**Task to carry out:**
Return the listing that follows, word for word.
════════════════════
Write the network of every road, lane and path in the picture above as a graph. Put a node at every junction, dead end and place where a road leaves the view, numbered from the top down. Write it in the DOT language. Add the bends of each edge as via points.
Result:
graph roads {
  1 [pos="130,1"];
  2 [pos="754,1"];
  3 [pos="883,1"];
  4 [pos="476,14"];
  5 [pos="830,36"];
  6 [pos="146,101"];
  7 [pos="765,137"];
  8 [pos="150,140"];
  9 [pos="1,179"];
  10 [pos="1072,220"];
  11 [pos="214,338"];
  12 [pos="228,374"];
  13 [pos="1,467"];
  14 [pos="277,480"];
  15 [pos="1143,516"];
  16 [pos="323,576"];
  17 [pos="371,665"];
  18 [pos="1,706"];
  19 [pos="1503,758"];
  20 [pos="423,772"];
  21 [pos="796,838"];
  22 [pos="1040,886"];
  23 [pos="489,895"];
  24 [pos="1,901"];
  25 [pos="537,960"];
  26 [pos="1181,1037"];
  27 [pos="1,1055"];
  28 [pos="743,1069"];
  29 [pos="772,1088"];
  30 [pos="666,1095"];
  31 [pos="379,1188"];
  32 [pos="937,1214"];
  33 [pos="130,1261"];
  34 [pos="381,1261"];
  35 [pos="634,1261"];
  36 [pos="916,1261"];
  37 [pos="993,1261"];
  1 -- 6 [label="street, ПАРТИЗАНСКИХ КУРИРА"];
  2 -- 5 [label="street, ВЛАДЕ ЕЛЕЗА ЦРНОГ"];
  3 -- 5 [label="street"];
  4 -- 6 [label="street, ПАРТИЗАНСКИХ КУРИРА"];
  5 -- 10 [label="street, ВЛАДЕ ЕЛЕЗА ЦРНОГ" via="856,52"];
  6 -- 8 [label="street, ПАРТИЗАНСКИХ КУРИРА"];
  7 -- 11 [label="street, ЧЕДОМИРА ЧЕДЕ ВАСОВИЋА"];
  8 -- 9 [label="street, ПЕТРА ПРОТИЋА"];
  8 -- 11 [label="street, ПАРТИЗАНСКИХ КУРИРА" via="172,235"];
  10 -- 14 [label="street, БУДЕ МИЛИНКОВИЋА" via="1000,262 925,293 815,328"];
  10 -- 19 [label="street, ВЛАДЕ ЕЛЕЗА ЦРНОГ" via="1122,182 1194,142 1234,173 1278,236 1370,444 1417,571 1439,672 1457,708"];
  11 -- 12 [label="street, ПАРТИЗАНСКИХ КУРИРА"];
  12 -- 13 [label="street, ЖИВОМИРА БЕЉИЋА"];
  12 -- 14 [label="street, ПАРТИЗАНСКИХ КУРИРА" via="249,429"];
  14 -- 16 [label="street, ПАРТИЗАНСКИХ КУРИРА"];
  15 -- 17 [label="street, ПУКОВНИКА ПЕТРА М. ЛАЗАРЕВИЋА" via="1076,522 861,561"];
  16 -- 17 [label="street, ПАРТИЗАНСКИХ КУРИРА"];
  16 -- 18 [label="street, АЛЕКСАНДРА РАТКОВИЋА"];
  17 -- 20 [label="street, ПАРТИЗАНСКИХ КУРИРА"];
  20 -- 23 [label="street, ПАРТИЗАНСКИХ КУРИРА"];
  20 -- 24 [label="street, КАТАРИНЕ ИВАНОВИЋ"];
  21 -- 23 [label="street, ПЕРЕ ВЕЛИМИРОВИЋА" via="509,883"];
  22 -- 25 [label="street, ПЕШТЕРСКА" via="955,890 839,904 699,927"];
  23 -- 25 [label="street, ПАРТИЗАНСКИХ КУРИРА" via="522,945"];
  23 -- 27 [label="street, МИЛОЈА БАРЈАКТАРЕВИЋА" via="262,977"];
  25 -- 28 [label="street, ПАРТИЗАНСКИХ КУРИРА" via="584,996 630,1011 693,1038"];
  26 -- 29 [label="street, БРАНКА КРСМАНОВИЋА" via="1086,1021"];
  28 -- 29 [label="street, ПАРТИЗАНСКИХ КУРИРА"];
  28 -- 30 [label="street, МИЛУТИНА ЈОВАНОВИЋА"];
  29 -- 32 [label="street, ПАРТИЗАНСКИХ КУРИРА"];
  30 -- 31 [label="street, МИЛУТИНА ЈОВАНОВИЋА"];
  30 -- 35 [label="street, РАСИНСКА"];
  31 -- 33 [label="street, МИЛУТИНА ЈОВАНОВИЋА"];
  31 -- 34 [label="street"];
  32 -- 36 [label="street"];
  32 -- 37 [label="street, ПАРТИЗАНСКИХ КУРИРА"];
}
════════════════════
**Solution to the exercise:**
Write the network of every road, lane and path in the picture above as a graph. Put a node at every junction, dead end and place where a road leaves the view, numbered from the top down. Write it in the DOT language. Add the bends of each edge as via points.
Result:
graph roads {
  1 [pos="130,1"];
  2 [pos="754,1"];
  3 [pos="883,1"];
  4 [pos="476,14"];
  5 [pos="830,36"];
  6 [pos="146,101"];
  7 [pos="765,137"];
  8 [pos="150,140"];
  9 [pos="1,179"];
  10 [pos="1072,220"];
  11 [pos="214,338"];
  12 [pos="228,374"];
  13 [pos="1,467"];
  14 [pos="277,480"];
  15 [pos="1143,516"];
  16 [pos="323,576"];
  17 [pos="371,665"];
  18 [pos="1,706"];
  19 [pos="1503,758"];
  20 [pos="423,772"];
  21 [pos="796,838"];
  22 [pos="1040,886"];
  23 [pos="489,895"];
  24 [pos="1,901"];
  25 [pos="537,960"];
  26 [pos="1181,1037"];
  27 [pos="1,1055"];
  28 [pos="743,1069"];
  29 [pos="772,1088"];
  30 [pos="666,1095"];
  31 [pos="379,1188"];
  32 [pos="937,1214"];
  33 [pos="130,1261"];
  34 [pos="381,1261"];
  35 [pos="634,1261"];
  36 [pos="916,1261"];
  37 [pos="993,1261"];
  1 -- 6 [label="street, ПАРТИЗАНСКИХ КУРИРА"];
  2 -- 5 [label="street, ВЛАДЕ ЕЛЕЗА ЦРНОГ"];
  3 -- 5 [label="street"];
  4 -- 6 [label="street, ПАРТИЗАНСКИХ КУРИРА"];
  5 -- 10 [label="street, ВЛАДЕ ЕЛЕЗА ЦРНОГ" via="856,52"];
  6 -- 8 [label="street, ПАРТИЗАНСКИХ КУРИРА"];
  7 -- 11 [label="street, ЧЕДОМИРА ЧЕДЕ ВАСОВИЋА"];
  8 -- 9 [label="street, ПЕТРА ПРОТИЋА"];
  8 -- 11 [label="street, ПАРТИЗАНСКИХ КУРИРА" via="172,235"];
  10 -- 14 [label="street, БУДЕ МИЛИНКОВИЋА" via="1000,262 925,293 815,328"];
  10 -- 19 [label="street, ВЛАДЕ ЕЛЕЗА ЦРНОГ" via="1122,182 1194,142 1234,173 1278,236 1370,444 1417,571 1439,672 1457,708"];
  11 -- 12 [label="street, ПАРТИЗАНСКИХ КУРИРА"];
  12 -- 13 [label="street, ЖИВОМИРА БЕЉИЋА"];
  12 -- 14 [label="street, ПАРТИЗАНСКИХ КУРИРА" via="249,429"];
  14 -- 16 [label="street, ПАРТИЗАНСКИХ КУРИРА"];
  15 -- 17 [label="street, ПУКОВНИКА ПЕТРА М. ЛАЗАРЕВИЋА" via="1076,522 861,561"];
  16 -- 17 [label="street, ПАРТИЗАНСКИХ КУРИРА"];
  16 -- 18 [label="street, АЛЕКСАНДРА РАТКОВИЋА"];
  17 -- 20 [label="street, ПАРТИЗАНСКИХ КУРИРА"];
  20 -- 23 [label="street, ПАРТИЗАНСКИХ КУРИРА"];
  20 -- 24 [label="street, КАТАРИНЕ ИВАНОВИЋ"];
  21 -- 23 [label="street, ПЕРЕ ВЕЛИМИРОВИЋА" via="509,883"];
  22 -- 25 [label="street, ПЕШТЕРСКА" via="955,890 839,904 699,927"];
  23 -- 25 [label="street, ПАРТИЗАНСКИХ КУРИРА" via="522,945"];
  23 -- 27 [label="street, МИЛОЈА БАРЈАКТАРЕВИЋА" via="262,977"];
  25 -- 28 [label="street, ПАРТИЗАНСКИХ КУРИРА" via="584,996 630,1011 693,1038"];
  26 -- 29 [label="street, БРАНКА КРСМАНОВИЋА" via="1086,1021"];
  28 -- 29 [label="street, ПАРТИЗАНСКИХ КУРИРА"];
  28 -- 30 [label="street, МИЛУТИНА ЈОВАНОВИЋА"];
  29 -- 32 [label="street, ПАРТИЗАНСКИХ КУРИРА"];
  30 -- 31 [label="street, МИЛУТИНА ЈОВАНОВИЋА"];
  30 -- 35 [label="street, РАСИНСКА"];
  31 -- 33 [label="street, МИЛУТИНА ЈОВАНОВИЋА"];
  31 -- 34 [label="street"];
  32 -- 36 [label="street"];
  32 -- 37 [label="street, ПАРТИЗАНСКИХ КУРИРА"];
}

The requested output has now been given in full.